Hasta la hija de Tippi, Melanie Griffith, que por entonces apenas contaba cinco años, se dio cuenta: «Hitch estaba apartando a mi madre de mí y llegaron a prohibirme ir a verla al estudio». Un día, el director le regaló a la pequeña una muñeca a imagen y semejanza de su mamá. Hubiera sido un tierno detalle de no ser porque venía embalada en una caja negra de madera, a modo de ataúd. Melanie se echó a llorar; pensaba que su mamá había muerto.
Los episodios desagradables se sucedían. «Un día, Hitch y yo viajábamos en una limusina hacia el hotel donde se alojaba todo el equipo –recordaba Tippi–. En el aparcamiento había varios colegas y, al verlos, Hitch se abalanzó sobre mí y me abrazó para que creyeran que estábamos en pleno arrebato romántico. Me lo quité de encima y me bajé del coche».
Al concluir Los pájaros, la actriz, obligada por contrato, siguió a las órdenes de Hitchcock en Marnie la ladrona, sólo después de que éste intentara persuadir a Grace Kelly para un frustrado regreso a la pantalla. «Un día, Hitch se me acercó en el plató y me susurró: ‘Acariciame’. No tenía la menor consideración hacia mí». Al final de la jornada, alterada, Tippi fue a ver a la asistente de Hitchcock: «Ella le explicó lo desdichada que me sentía y, cuando volvió, me dijo que él estaba triste porque nunca lo había invitado a cenar a mi casa». A partir de ahí, Hedren no podía abandonar el estudio sin el consentimiento de Hitchcock. No contento con recrear el sueño de su mujer ideal, se comportaba como si fuera el dueño de una vida ajena.

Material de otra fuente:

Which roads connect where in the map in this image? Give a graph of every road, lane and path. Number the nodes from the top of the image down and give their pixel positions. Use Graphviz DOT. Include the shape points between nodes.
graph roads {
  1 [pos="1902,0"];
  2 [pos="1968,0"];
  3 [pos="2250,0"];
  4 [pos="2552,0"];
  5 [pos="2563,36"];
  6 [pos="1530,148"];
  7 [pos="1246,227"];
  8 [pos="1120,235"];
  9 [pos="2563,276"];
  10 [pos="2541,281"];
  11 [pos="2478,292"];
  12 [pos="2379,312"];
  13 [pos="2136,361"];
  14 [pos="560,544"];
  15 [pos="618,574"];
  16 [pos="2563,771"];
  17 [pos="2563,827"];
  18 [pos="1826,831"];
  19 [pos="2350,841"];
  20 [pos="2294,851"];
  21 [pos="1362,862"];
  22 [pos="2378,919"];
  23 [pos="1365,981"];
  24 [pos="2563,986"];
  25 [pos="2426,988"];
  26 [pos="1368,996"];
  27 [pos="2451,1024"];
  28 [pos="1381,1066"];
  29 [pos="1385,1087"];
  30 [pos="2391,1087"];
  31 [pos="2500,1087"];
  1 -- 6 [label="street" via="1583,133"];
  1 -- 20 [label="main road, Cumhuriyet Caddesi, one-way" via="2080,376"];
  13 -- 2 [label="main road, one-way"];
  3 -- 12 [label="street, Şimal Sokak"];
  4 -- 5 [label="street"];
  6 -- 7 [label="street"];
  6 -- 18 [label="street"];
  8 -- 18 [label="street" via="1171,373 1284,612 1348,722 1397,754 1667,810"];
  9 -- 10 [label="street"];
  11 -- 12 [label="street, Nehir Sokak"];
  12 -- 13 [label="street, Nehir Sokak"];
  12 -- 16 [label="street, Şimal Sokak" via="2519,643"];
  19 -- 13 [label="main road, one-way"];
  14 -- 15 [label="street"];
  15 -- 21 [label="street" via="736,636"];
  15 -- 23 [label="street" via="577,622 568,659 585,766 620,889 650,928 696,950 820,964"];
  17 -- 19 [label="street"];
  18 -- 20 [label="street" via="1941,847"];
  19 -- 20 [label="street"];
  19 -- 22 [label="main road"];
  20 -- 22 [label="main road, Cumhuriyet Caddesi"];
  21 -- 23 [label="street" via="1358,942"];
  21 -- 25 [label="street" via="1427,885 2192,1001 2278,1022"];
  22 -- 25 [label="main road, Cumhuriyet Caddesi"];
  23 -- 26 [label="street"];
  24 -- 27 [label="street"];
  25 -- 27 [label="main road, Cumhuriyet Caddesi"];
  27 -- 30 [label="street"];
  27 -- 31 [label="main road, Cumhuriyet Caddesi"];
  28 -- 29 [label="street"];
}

Hitchcock creía realmente que Tippi podría ser suya: ésa fue la cúspide de su autoengaño. «Me dijo –recordó Tippi– que tenía una fantasía en la que estábamos de pie en el salón de su casa, y los rayos de Luna nos envolvían. Estaba convencido de que estaba enamorada de él». En marzo de 1964, cerca del final del rodaje, se alcanzó un punto crítico. «Hitch me llevó a su despacho y me dijo que, desde ese instante, esperaba que yo estuviera sexualmente disponible para él donde y siempre que quisiera».
Después de tres años, Tippi saltó: «¡No aguanto más! ¡Quiero romper este contrato!». Y Hitchcock: «Pero no puedes, ¿verdad? ¿Qué será de tu hija, de tus padres? Arruinaré tu carrera, no volverás a trabajar. ¡Te destruiré!». Poco después, Tippi se fue a vivir con su agente, Noel Marshall, con quien acabaría casándose, todo un disgusto para Hitchcock.
«Estoy convencido –escribió Truffaut– de que no volvió a ser el mismo después de Marnie... No tanto por su tropiezo en taquilla (ya había sufrido otros) como por el descalabro de su relación con Hedren».
A partir de 1965, Hitch, al que siempre le gustó beber, empezó a alcoholizarse en proporciones peligrosas. En las entrevistas que concedió hasta su muerte enumeraba los grandes placeres de su vida; dirigir no era uno de ellos. «Comer, beber y dormir. Bebo como un cosaco. ¿No ha visto el rostro tan colorado que tengo? Además, podría morir comiendo». En sus palabras había un tono patético y carente de humor.